===== Records supplied =====

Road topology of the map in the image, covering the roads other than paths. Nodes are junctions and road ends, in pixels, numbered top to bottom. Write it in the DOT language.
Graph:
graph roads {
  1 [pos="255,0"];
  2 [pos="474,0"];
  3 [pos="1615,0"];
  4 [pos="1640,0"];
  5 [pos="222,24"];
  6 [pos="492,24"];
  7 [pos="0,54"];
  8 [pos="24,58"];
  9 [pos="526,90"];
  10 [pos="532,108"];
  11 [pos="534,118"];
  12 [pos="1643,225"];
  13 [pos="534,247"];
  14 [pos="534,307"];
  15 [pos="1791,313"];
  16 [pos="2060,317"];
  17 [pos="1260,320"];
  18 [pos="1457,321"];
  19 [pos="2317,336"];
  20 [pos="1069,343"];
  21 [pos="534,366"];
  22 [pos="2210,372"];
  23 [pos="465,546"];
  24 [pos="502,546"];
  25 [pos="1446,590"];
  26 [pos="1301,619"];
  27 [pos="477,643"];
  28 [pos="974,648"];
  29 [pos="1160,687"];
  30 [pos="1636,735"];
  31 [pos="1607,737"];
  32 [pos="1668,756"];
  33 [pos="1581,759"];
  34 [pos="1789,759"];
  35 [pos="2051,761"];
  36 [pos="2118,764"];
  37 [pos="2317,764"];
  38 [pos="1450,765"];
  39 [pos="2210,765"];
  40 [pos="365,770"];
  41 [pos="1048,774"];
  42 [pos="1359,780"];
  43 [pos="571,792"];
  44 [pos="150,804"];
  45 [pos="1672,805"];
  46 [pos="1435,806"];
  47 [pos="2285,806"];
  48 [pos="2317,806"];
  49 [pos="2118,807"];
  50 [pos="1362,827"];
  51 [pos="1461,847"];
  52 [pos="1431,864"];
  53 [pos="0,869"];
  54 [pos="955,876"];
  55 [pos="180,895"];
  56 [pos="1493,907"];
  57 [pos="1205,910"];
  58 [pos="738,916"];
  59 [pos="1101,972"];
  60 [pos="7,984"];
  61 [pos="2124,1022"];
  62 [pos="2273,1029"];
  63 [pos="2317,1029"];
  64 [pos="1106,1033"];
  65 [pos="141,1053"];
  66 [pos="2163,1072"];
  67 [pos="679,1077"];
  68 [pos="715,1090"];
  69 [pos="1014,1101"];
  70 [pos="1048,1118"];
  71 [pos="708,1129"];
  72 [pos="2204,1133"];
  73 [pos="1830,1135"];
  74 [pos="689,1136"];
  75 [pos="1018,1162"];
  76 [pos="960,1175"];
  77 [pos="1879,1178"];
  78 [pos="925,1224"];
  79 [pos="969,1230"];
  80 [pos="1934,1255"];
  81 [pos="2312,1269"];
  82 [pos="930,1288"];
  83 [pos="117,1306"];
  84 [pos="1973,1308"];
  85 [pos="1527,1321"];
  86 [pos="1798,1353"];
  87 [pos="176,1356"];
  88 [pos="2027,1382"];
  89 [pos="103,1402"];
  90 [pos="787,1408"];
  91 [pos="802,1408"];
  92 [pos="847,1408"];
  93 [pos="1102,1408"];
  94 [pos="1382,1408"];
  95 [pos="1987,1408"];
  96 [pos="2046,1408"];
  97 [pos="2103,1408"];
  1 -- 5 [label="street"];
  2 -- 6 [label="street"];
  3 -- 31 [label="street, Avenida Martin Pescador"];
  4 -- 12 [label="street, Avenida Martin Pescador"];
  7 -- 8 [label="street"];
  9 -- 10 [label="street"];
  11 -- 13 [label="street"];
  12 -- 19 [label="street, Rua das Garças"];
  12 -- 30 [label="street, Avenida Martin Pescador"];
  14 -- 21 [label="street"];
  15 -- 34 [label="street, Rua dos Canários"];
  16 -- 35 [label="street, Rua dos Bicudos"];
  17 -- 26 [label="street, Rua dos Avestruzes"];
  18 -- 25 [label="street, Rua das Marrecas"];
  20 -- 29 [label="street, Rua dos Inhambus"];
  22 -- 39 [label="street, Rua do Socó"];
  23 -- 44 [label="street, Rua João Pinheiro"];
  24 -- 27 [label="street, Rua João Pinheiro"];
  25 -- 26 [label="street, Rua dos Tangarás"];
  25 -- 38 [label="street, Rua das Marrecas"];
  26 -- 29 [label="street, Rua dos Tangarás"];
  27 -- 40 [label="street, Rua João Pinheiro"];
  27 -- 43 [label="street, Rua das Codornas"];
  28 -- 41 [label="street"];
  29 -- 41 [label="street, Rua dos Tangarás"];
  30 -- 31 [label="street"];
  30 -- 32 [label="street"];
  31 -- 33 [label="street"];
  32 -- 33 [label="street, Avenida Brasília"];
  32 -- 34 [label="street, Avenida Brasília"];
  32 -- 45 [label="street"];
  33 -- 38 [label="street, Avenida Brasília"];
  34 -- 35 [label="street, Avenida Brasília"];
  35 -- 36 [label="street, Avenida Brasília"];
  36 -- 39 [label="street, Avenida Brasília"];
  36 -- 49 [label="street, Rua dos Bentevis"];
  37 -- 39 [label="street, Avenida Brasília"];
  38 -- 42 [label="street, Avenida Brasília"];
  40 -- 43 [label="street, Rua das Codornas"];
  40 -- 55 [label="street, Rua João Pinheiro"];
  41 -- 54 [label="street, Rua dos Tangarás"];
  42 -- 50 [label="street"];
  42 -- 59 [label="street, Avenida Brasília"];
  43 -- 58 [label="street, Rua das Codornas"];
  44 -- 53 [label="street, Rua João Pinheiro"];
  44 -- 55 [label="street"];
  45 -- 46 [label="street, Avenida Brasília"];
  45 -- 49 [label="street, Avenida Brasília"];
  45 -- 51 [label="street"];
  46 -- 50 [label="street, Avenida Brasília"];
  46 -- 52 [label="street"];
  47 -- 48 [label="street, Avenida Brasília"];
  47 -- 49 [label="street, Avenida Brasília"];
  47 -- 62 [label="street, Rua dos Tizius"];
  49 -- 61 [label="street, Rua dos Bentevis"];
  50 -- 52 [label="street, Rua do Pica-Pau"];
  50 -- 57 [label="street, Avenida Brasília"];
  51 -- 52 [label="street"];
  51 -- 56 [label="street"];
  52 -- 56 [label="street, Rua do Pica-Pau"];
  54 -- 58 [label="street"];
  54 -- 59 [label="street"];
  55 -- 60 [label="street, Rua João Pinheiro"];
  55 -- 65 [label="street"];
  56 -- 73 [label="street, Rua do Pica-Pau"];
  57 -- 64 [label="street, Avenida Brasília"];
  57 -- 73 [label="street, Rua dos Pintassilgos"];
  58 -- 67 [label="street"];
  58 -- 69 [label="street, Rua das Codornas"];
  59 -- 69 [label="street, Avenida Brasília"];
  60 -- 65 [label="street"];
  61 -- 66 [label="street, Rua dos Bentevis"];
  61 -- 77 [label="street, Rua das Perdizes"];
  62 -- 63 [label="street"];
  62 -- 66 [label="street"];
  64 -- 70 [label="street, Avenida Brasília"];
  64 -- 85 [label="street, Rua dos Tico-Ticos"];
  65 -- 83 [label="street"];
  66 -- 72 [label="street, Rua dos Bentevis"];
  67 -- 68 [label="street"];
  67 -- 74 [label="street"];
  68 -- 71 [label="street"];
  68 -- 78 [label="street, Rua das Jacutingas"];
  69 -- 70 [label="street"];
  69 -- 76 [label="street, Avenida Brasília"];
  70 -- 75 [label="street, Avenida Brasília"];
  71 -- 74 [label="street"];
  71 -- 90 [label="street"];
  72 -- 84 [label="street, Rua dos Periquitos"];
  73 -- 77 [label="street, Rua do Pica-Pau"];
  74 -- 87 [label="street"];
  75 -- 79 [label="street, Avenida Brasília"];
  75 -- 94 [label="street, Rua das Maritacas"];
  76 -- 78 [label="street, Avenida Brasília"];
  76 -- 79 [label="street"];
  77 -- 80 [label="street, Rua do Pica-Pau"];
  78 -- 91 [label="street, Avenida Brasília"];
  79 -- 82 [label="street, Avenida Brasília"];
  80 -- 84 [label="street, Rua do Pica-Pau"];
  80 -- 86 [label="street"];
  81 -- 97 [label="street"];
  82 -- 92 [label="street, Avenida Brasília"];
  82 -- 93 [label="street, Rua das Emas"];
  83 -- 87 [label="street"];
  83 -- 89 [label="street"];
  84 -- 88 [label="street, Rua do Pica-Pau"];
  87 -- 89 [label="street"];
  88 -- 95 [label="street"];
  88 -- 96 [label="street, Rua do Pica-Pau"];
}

=====

*Exercise prompt*. Your answer should be one number, the count of lines in the records that contain the word "Marrecas".

*Written reply*. 2